CYAMINUNU: They come in single file, a line of ragged gunmen, slapping 30 pairs of black gumboots down the orange forest-track. Without pausing, the lead man unshoulders his rifle and swings left. The next turns right. The rest follow suit; covering every hut and shadow of Cyaminunu, a tiny village in eastern Democratic Republic of Congo (DRC), with a precision unknown in Africa’s bedlam wars.
The village’s traditional warriors — until now, a raucous gang of drunks — gape in silence, then slope self-consciously away. Not for them this meeting with the fugitive remnants of Rwanda’s genocidal ‘Interahamwe’ Hutu militia: murderers of 800,000 innocents, Tutsis and Hutu moderates, in 100 blood-filled days in 1994.
Last to arrive, the Hutu leaders: six middle-aged men, in the same black wellies and a show of civilian garb. One is clearly in charge. Slight and smartly dressed, he presents himself as Jean Gubosisse, a civilian representative of the Democratic Force for the Liberation of Rwanda (FDLR), the Interahamwe’s reincarnation, which is almost certainly a lie. Villagers say that he is Major Hagai, commander of around 1,000 Hutu militiamen hiding in the rainforest around Cyaminunu. Most of them could not have taken part in Rwanda’s genocide because they are children. But to look into the gaunt face of ‘Gubosisse’ is to wonder what role he played.
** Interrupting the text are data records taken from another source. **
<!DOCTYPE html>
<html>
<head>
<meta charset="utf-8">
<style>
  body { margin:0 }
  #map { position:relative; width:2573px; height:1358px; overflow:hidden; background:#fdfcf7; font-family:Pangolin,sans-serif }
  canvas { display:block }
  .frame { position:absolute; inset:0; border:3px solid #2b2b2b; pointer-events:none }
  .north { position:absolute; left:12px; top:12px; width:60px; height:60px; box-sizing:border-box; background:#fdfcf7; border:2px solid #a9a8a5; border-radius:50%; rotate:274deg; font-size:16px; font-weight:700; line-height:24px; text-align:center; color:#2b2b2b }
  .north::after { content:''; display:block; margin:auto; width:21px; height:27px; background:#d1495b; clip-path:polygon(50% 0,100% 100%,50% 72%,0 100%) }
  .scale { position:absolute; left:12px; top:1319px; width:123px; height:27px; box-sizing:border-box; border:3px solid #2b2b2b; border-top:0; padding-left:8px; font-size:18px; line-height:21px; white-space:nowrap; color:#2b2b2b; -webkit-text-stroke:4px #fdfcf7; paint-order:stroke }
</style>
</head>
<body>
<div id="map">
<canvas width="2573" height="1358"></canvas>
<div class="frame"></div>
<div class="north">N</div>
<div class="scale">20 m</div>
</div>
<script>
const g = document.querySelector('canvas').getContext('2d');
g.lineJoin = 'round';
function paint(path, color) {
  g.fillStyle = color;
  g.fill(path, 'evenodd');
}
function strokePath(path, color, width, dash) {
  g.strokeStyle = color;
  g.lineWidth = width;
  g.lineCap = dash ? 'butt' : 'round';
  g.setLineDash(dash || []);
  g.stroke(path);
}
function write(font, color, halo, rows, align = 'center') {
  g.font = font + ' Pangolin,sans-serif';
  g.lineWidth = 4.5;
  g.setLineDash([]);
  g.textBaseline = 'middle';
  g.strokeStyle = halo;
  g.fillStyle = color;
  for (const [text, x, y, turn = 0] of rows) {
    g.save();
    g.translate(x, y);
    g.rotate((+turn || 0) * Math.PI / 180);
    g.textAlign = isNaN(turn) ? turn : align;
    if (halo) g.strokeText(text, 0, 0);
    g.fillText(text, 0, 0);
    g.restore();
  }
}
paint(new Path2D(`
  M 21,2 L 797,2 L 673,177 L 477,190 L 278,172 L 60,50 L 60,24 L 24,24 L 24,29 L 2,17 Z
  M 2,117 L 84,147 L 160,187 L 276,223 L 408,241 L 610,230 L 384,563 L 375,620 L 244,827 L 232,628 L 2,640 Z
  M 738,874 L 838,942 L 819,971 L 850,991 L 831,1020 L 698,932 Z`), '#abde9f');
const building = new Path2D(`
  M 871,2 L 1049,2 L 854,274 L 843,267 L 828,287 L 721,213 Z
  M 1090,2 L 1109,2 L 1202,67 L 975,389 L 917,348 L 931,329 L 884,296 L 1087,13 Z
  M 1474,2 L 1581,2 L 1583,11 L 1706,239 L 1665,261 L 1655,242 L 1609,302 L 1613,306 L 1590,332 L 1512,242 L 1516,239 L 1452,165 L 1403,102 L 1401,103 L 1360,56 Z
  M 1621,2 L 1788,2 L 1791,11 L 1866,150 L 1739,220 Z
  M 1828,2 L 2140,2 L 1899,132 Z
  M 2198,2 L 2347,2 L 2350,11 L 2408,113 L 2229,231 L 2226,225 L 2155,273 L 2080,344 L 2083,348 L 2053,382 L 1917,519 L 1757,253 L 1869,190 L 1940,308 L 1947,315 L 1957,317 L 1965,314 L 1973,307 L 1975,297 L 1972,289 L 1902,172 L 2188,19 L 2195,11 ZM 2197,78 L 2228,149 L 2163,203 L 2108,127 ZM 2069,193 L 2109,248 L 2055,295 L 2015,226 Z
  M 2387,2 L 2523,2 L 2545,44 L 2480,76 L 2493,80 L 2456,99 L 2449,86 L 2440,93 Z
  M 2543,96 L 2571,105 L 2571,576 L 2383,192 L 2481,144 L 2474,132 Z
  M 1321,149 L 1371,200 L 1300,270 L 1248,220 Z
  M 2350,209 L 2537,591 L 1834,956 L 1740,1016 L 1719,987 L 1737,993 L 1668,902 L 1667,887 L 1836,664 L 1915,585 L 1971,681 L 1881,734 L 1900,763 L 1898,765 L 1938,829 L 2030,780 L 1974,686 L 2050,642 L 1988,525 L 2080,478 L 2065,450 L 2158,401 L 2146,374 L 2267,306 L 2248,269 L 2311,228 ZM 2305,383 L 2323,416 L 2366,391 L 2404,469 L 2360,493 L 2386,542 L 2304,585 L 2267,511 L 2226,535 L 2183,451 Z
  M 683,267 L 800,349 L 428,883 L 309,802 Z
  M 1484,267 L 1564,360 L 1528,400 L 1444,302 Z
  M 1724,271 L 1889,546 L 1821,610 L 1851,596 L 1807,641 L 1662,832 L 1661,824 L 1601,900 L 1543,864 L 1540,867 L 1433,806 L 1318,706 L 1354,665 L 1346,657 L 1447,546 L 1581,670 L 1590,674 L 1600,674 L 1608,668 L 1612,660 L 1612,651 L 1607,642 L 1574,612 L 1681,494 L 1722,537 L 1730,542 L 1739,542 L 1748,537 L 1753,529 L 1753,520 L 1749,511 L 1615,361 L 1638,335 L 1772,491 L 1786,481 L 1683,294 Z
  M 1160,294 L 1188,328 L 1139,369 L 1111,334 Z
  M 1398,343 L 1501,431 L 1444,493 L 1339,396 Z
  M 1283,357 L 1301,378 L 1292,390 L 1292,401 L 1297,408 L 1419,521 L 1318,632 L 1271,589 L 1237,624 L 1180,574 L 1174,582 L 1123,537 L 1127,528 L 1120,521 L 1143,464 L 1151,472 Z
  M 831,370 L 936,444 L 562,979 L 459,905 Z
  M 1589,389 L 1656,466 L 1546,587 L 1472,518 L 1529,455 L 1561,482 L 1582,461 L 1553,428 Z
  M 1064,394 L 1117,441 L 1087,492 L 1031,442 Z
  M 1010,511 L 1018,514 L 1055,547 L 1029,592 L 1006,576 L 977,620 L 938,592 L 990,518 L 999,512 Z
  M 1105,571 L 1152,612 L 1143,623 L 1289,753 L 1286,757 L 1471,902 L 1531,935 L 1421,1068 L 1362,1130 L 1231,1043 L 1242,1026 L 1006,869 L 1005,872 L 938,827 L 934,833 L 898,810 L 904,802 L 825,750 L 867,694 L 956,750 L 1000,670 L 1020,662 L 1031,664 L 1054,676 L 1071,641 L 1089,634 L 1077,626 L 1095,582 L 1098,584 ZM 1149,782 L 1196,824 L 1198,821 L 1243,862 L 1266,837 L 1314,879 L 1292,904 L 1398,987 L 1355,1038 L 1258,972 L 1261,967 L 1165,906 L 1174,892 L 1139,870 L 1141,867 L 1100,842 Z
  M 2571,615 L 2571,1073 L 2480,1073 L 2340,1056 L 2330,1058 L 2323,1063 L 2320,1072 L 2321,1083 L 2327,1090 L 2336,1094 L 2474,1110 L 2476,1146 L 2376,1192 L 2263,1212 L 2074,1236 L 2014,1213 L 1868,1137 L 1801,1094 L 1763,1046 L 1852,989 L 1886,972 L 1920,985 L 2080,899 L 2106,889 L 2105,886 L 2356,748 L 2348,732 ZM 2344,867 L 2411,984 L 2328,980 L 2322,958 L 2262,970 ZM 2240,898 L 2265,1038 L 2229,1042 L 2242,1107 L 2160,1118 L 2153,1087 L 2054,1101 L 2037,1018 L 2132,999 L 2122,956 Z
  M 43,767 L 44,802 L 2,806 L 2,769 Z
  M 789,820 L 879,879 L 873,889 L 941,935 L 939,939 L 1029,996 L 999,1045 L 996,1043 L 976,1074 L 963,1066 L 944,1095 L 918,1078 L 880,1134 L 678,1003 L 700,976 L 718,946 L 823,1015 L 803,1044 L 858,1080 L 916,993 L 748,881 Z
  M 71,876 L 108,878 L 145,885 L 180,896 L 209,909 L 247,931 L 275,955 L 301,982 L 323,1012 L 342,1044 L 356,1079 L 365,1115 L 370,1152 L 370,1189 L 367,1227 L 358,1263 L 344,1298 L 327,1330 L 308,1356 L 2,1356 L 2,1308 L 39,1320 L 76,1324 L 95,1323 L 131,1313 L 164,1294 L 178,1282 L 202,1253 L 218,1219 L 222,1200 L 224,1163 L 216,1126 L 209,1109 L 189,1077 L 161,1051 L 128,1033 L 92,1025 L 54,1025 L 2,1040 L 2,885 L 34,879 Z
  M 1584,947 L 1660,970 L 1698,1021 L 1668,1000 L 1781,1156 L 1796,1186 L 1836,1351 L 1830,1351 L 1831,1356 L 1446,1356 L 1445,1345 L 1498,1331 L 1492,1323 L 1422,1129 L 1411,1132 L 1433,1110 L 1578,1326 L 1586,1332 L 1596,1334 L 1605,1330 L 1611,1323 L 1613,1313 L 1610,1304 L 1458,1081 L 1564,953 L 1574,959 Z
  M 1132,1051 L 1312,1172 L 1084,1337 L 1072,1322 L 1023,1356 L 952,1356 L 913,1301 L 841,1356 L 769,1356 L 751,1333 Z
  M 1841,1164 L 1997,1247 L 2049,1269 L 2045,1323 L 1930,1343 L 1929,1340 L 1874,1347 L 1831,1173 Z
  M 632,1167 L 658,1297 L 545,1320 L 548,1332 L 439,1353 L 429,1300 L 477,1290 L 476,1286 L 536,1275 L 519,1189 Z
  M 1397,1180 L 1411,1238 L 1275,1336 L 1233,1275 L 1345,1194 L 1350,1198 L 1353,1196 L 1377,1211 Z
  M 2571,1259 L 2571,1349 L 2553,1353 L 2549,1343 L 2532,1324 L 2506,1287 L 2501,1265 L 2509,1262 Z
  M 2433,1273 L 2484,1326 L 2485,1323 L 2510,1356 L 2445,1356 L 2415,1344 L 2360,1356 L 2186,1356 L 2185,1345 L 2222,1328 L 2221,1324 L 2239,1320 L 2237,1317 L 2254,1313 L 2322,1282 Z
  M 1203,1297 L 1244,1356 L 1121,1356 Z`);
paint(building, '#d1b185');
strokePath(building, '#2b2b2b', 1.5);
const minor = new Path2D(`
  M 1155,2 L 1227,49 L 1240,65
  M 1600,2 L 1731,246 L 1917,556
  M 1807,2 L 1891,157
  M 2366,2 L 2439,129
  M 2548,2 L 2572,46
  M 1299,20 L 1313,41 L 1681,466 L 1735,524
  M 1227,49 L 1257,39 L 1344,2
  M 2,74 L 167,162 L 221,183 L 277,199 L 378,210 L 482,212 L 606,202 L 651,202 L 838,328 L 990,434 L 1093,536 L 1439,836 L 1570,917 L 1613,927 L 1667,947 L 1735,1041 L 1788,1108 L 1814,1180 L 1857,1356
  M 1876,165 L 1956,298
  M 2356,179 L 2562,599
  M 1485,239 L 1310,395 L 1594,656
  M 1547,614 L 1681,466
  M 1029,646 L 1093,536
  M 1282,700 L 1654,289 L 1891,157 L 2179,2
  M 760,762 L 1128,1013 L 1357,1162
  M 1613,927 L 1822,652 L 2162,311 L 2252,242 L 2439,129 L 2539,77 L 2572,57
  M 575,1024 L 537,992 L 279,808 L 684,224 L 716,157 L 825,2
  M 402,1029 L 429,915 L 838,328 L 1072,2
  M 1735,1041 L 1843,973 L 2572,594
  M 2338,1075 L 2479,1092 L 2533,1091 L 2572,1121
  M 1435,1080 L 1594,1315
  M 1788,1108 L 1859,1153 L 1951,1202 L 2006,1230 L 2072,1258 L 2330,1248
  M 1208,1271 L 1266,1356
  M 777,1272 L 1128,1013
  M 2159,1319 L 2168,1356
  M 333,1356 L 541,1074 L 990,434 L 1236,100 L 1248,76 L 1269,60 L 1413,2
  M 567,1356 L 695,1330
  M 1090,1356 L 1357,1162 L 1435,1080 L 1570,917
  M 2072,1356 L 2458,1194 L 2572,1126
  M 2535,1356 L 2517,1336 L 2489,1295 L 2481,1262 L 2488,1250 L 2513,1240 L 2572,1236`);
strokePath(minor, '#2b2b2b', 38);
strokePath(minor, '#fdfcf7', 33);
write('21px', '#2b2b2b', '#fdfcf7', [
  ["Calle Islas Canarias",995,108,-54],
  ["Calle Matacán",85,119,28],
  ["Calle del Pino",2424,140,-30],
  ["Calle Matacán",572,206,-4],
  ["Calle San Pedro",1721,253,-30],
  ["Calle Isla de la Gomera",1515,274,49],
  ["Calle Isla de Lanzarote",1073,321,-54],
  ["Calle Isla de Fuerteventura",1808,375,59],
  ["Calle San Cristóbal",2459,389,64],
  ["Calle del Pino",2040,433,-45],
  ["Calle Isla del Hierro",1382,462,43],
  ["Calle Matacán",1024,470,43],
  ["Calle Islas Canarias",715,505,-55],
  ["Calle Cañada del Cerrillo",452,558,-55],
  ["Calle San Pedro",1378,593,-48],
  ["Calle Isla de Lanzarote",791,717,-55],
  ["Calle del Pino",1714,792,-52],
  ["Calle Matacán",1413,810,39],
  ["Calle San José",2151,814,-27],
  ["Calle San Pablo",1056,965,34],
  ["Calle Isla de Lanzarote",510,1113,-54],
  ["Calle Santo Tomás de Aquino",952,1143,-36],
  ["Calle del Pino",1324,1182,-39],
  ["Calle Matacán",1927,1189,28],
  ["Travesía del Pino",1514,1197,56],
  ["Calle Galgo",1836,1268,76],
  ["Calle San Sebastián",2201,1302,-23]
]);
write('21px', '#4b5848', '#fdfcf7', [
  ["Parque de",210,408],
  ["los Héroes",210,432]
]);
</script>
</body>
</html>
This meeting is the first between the UN and the leaders of an estimated 15,000 FDLR fighters haunting eastern Congo, where they fled from the Tutsi army that ended the genocide. Its aim is to persuade them to give up their guns and go home. And for this there is a desperate need, as revealed by another terrible statistic last week.
According to the estimate of the International Rescue Committee, a US charity, four and a half years of war in Congo have cost up to 4.7 million lives — the heaviest death toll in any conflict since the Second World War. And the Hutus are its main cause.
Congo’s war began when Rwanda’s Tutsi government invaded to hunt the Hutus down. The invasion sparked a regional war, which at one time saw nine national armies fighting on Congo’s soil. Most have now withdrawn. But while the Hutus remain in Congo, so — Rwanda’s President Paul Kagame suggests — will Rwanda. Within Rwanda’s vast area of occupation — held principally through its murderous rebel proxies — the killing rages on.
In the genocide’s aftermath, according to Human Rights Watch, Kagame’s Tutsi rebels slaughtered about 150,000 Hutus in Rwanda, and several hundred thousand more in Congo. Most were civilians. Western donors, who supply 70 per cent of Rwanda’s budget, barely murmured. Nor do they baulk when he locks up his opponents — like the former Hutu Prime Minister, Pasteur Bizimungu, another hero of the struggle to end genocide. It is partly because of this that Hutu children still follow men like Gubosisse.
In the UN’s Lubero repatriation camp, 500 kms north, another deserter tells a tale. “Our commanders tell us they are murdering Hutus in Rwanda,” said Dukuzumurenyi Jouibne. In Rwanda, he hopes to find his wife and four children, whom he has not seen since being pressganged by the FDLR in 1997.
Jouibne was one of the last Hutus to pass through Lubero. Shortly afterwards, Rwanda’s proxy rebels, the Rally for Congolese Democracy (RCD), attacked and scattered his militia, just as they were due to meet the UN. If Hutu leaders want to keep their fighters in Congo, so does Rwanda.—Dawn/The Guardian News Service.